In 2016 the EU-Turkey deal came into force — stating that refugees coming into Europe from Turkey would be sent back. Following this, the number of refugees coming across the border from Turkey decreased and the EU called the deal a great success. The fact that the deal forced refugees to chose ever more dangerous migration routes and spend longer time in dreadful camps seemed to be of less importance.

In 2017, the EU made another deal with Libya. It provided resources and training to the Libyan coast guard so that they could intercept boats with refugees and pull them back to Libya before they could reach Europe. It was well-known that Libya was not a safe place, and many refugees were subjected to severe torture, violence, and rape.

As a result of European policies, rescue boats at sea were also few and far between. The EU replaced search and rescue initiatives with ever-stricter border control in 2014. NGOs and other volunteers who rescued people from drowning were often criminalized and sabotaged. This directly leads to more deaths.

Today, we say that we cannot understand how this could happen. How could European countries commit these horrendous crimes while everyone was watching? Why did so many people support it? Why didn’t more people work harder to stop it? We tell ourselves that something like this could never happen today.

But is that really true?

During the so-called ‘refugee crisis’, Europe’s racism was evident in policy and public discourse. Refugees and migrants racialized as ‘non-white’ were portrayed as dangerous, violent, sexually deviant, and lazy. It was the same racist narratives used to dehumanize, exploit and murder people during colonialism and the Second World War. Still, while allowing racist and deadly policies in 2021, a majority of Europeans distanced themselves from these past events. Most people liked to think that if they had been alive during that time they would have been on the good side, fighting for justice.

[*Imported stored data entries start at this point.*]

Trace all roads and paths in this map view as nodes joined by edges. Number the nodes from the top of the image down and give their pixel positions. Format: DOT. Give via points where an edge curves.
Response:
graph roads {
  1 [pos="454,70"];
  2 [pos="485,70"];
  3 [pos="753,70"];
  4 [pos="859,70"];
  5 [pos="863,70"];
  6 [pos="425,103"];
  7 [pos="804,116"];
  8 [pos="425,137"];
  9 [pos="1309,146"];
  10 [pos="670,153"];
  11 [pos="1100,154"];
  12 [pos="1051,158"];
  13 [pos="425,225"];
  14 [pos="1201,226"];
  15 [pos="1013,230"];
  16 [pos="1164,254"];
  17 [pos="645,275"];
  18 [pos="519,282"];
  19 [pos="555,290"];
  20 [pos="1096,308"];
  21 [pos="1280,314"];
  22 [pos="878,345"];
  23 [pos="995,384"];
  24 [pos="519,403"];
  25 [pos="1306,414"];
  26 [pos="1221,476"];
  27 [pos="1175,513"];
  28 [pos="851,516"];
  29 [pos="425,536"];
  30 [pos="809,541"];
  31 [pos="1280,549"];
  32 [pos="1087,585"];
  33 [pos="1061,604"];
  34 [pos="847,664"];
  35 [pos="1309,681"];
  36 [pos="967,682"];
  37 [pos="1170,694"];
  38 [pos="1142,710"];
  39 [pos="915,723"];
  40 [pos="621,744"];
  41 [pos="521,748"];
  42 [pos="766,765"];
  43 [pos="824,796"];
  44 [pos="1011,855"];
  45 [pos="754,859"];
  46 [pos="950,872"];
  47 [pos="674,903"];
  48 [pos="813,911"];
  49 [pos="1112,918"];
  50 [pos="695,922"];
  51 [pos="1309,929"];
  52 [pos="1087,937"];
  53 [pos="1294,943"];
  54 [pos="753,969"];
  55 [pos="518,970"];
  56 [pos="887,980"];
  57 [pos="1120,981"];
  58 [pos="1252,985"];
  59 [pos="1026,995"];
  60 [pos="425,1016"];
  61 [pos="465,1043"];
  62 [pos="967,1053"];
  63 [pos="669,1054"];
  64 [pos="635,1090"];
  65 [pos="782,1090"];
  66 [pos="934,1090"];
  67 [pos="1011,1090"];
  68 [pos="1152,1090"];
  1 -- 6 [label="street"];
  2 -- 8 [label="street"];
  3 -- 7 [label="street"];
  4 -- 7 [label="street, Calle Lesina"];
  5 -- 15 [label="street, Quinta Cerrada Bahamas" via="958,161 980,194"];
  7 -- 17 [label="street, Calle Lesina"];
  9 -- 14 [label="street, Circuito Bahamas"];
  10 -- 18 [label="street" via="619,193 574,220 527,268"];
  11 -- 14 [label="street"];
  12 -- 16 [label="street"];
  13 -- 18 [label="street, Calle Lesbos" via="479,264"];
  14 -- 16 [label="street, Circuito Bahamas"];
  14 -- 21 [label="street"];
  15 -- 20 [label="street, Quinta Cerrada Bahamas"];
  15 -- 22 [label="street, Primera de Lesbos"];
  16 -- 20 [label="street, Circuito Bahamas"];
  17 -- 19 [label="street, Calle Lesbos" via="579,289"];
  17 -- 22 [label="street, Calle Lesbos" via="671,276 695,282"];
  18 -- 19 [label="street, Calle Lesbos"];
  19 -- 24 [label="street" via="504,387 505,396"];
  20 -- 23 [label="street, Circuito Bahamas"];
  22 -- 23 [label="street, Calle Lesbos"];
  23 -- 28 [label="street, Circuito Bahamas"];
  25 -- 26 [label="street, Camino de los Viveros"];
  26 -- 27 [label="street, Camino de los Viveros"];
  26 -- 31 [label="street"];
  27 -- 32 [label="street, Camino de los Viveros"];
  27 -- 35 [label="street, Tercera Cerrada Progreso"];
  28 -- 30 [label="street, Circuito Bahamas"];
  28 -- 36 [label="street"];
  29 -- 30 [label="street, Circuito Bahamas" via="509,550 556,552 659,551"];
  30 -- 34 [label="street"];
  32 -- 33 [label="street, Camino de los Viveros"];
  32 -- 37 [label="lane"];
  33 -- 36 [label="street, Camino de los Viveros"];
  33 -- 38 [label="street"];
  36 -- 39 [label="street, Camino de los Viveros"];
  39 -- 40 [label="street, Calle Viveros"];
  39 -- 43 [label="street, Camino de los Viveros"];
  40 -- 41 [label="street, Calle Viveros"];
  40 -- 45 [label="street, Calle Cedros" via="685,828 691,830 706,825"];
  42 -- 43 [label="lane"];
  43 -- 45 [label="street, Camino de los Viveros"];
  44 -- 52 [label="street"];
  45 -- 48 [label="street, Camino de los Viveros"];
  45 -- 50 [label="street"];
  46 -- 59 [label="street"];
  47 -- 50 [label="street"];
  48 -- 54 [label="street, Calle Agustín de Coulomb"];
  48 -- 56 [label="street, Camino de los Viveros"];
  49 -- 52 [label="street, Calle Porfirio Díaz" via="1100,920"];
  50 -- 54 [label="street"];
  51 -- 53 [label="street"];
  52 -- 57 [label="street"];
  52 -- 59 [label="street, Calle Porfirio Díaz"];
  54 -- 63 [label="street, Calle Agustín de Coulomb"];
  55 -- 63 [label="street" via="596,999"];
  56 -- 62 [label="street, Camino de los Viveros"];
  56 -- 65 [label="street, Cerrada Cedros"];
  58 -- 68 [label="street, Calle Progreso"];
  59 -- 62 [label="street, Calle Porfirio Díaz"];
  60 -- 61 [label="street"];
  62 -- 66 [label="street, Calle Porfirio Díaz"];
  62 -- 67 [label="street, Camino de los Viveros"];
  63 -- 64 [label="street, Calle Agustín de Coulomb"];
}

Further, it was not only refugees and migrants that faced racism in Europe at this time. Black Europeans, Indigenous people and Europeans of Colour all faced different forms of racial discrimination. Their presence in Europe was continuously questioned, and they experienced everything from daily microaggressions to discrimination on the job market to harassment to deadly violence. All this while Europe referred to itself as ‘post-racial’.

Many white Europeans back then still clung to the racist ideas and behaviors of their ancestors, reproducing systems of oppression while telling themselves that they would never repeat past mistakes. So my question is; if we suddenly found ourselves back in 2021, would we act differently?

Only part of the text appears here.